The recording is part of the prize for winning the Second Orford Arts Centre Competition, initiated by Yuli Turovsky, Artistic Director of Orford’s International Festival, founder of I Musici de Montreal Chamber Orchestra and conductor of these performances. (For those wanting more information on the festival and school, I suggest a visit to For additional data about I Musici and Maestro Turovsky, a visit to is a worthwhile excursion.) Production standards are of Chandos’ typical high level. The balance marginally favors the soloists, but given the nature of the recording, this is a plus. Generally, the sound from the augmented I Musici is clear and warm, but occasionally, during the fortes, a bit muddied. This is probably due to the reverberance of the recording venue, L’eglise de la Nativite de la Sainte-Vierge. Excellent notes by David Fanning contain useful biographical information and descriptions of the works. Additional anonymous notes describe the careers of the performers.

Yuly Konyus, the 19th-20th century composer/violinist/pedagogue, composed the one- movement Violin Concerto, in 1896. It has been popular with several well known violin virtuosos, including Heifetz, whose recording is currently available. As annotator Fanning indicates, it is chronologically and stylistically between the Tchaikovsky and Sibelius Concertos, if not on their musical level. The movement, marked Allegro molto, has quite a few changes in tempo. It is by default predominantly lyrical in nature, since its attempts at dramatic contrast are no more adrenaline inducing than those occurring when you suddenly realize that you forgot to wash your car. Although the violin tone produced by the soloist, L. Edvin Csury is a bit too dry for my taste, he plays with a clear articulation and is more than up to the piece’s considerable technical challenges.

The once popular late-19th-century composer Karl Yul’yevich Davidov originally studied mathematics, but soon after college switched to cello and composition. Aside from achieving a degree of success in both these professions, he also proved an effective administrator, as a respected director of the St Petersburg Conservatoire. Among his compositional achievements are four cello concertos. While breaking no new ground, the work on this recording is worthy of more than a casual listen. a beautiful Andante follows the soulful initial Allegro. Fanning suggests that the opening of the Andante, which consists predominantly of an interplay between woodwinds and cello, may have served as the model for the Adagio of Dvorak’s Cello Concerto.
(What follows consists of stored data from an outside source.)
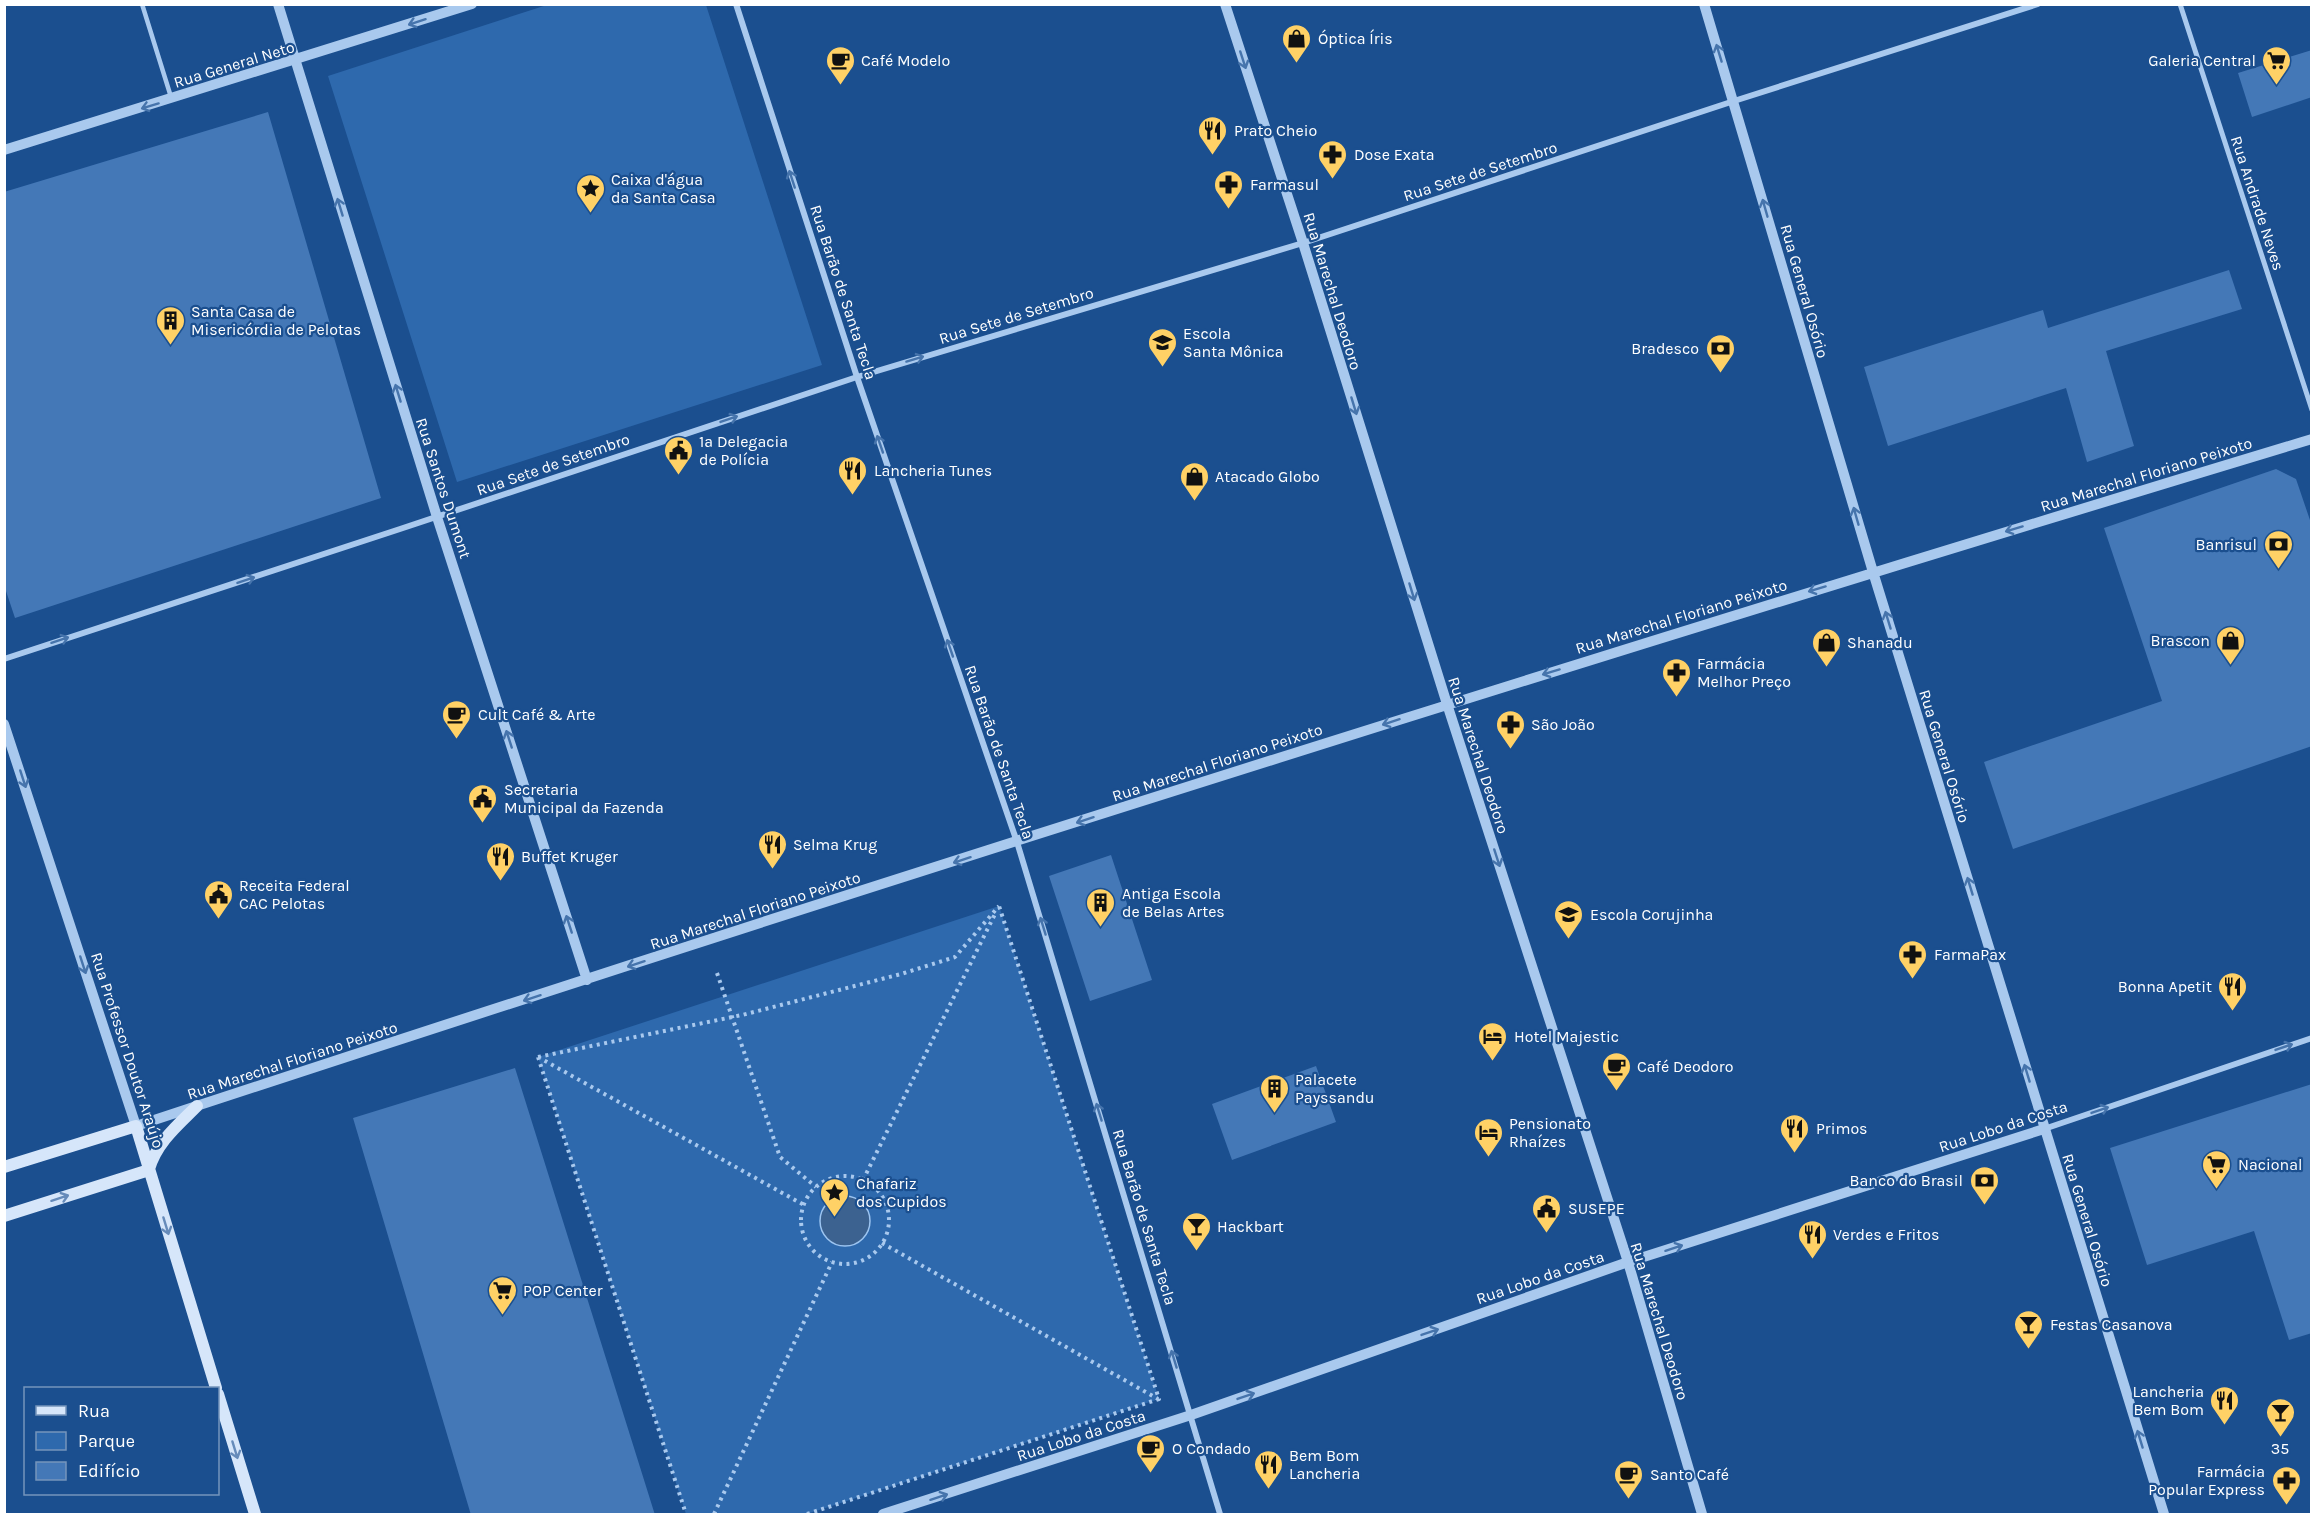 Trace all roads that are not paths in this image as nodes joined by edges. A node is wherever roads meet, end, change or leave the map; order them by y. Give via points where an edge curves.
1 (142, 4) edge
2 (278, 4) edge
3 (472, 4) edge
4 (736, 4) edge
5 (1225, 4) edge
6 (1704, 4) edge
7 (2038, 4) edge
8 (2180, 4) edge
9 (294, 61) junction
10 (172, 99) junction
11 (1734, 101) junction
12 (4, 150) edge
13 (1303, 243) junction
14 (857, 376) junction
15 (2312, 410) edge
16 (2312, 439) edge
17 (437, 517) junction
18 (1873, 572) junction
19 (4, 658) edge
20 (1447, 704) junction
21 (4, 724) edge
22 (1017, 842) junction
23 (587, 980) junction
24 (2312, 1038) edge
25 (197, 1106) junction
26 (136, 1126) junction
27 (2044, 1129) junction
28 (4, 1167) edge
29 (149, 1170) junction
30 (4, 1216) edge
31 (1628, 1262) junction
32 (215, 1387) edge
33 (219, 1397) edge
34 (1191, 1415) junction
35 (255, 1515) edge
36 (883, 1515) edge
37 (1220, 1515) edge
38 (1702, 1515) edge
39 (2164, 1515) edge

1 - 10 lane
2 - 9 street, Rua Santos Dumont
3 -> 9 street, Rua General Neto
14 -> 4 street, Rua Barão de Santa Tecla
5 -> 13 street, Rua Marechal Deodoro
11 -> 6 street, Rua General Osório
7 - 11 street, Rua Sete de Setembro
8 - 15 street, Rua Andrade Neves
9 - 10 street, Rua General Neto
17 -> 9 street, Rua Santos Dumont
10 -> 12 street, Rua General Neto
11 - 13 street, Rua Sete de Setembro
18 -> 11 street, Rua General Osório
14 -> 13 street, Rua Sete de Setembro
13 -> 20 street, Rua Marechal Deodoro
17 -> 14 street, Rua Sete de Setembro
22 -> 14 street, Rua Barão de Santa Tecla
16 -> 18 street, Rua Marechal Floriano Peixoto
19 -> 17 street, Rua Sete de Setembro
23 -> 17 street, Rua Santos Dumont
18 -> 20 street, Rua Marechal Floriano Peixoto
27 -> 18 street, Rua General Osório
20 -> 22 street, Rua Marechal Floriano Peixoto
20 -> 31 street, Rua Marechal Deodoro
21 -> 26 street, Rua Professor Doutor Araújo
22 -> 23 street, Rua Marechal Floriano Peixoto
34 -> 22 street, Rua Barão de Santa Tecla
23 -> 25 street, Rua Marechal Floriano Peixoto
27 -> 24 street, Rua Lobo da Costa
25 - 26 street, Rua Marechal Floriano Peixoto
25 - 29 main road via 160,1145
26 - 28 main road
26 - 29 main road, Rua Professor Doutor Araújo
31 -> 27 street, Rua Lobo da Costa
39 -> 27 street, Rua General Osório
30 -> 29 main road
29 -> 32 main road, Rua Professor Doutor Araújo
34 -> 31 street, Rua Lobo da Costa
31 - 38 street, Rua Marechal Deodoro
33 -> 35 main road
36 -> 34 street, Rua Lobo da Costa
34 - 37 street, Rua Barão de Santa Tecla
I agree, and also think it possible that Dvorak could have jotted down a few ideas from the first movement too. The Andante, as singingly played by Alexander Ziumbrovsky and I Musici, is a highlight of the disc. It’s too bad that the Allegro con brio, despite its faithfully executed virtuosic requirements, is not on a level with the work’s previous sections.

The show-stopper, Glazunov’s Piano Concerto No. 2, is a four-movement composition, played without pause. Composed in 1917, it may as well have been written decades before. But so what if it is filled with gobs of lyrical and bravura passages and a “heroic” finale that make it at least a typical, if not archetypal, Russian piano concerto. Matthew Herskowitz has a big sound, and like the other winners, is in total technical command of the material. Also, as with the other concertos, Maestro Turovsky and his augmented I Musici provide a firm accompaniment. (If the reader cares to learn a bit about Glazunov as musician and mensch, I suggest reading, or rereading, the appropriate sections from the Shostakovich/Volkov book, Testimony. Here’s a teaser: “I appreciate Glazunov’s greatness, but how can I make others understand it?”)

Unhappily, both soloists play with little flexibility or spontaneity. Given the circumstances of the recording, a somewhat “academic” rendition is not surprising, but some judiciously applied schmaltz might have heightened the impact of these “lesser” concertos. Nevertheless, while not filling any missing gaps in the catalog, this disc provides a quality choice to the few options available. Anyone interested in this repertory won’t regret adding it to their collection – whether paid for in dollars or Loonies.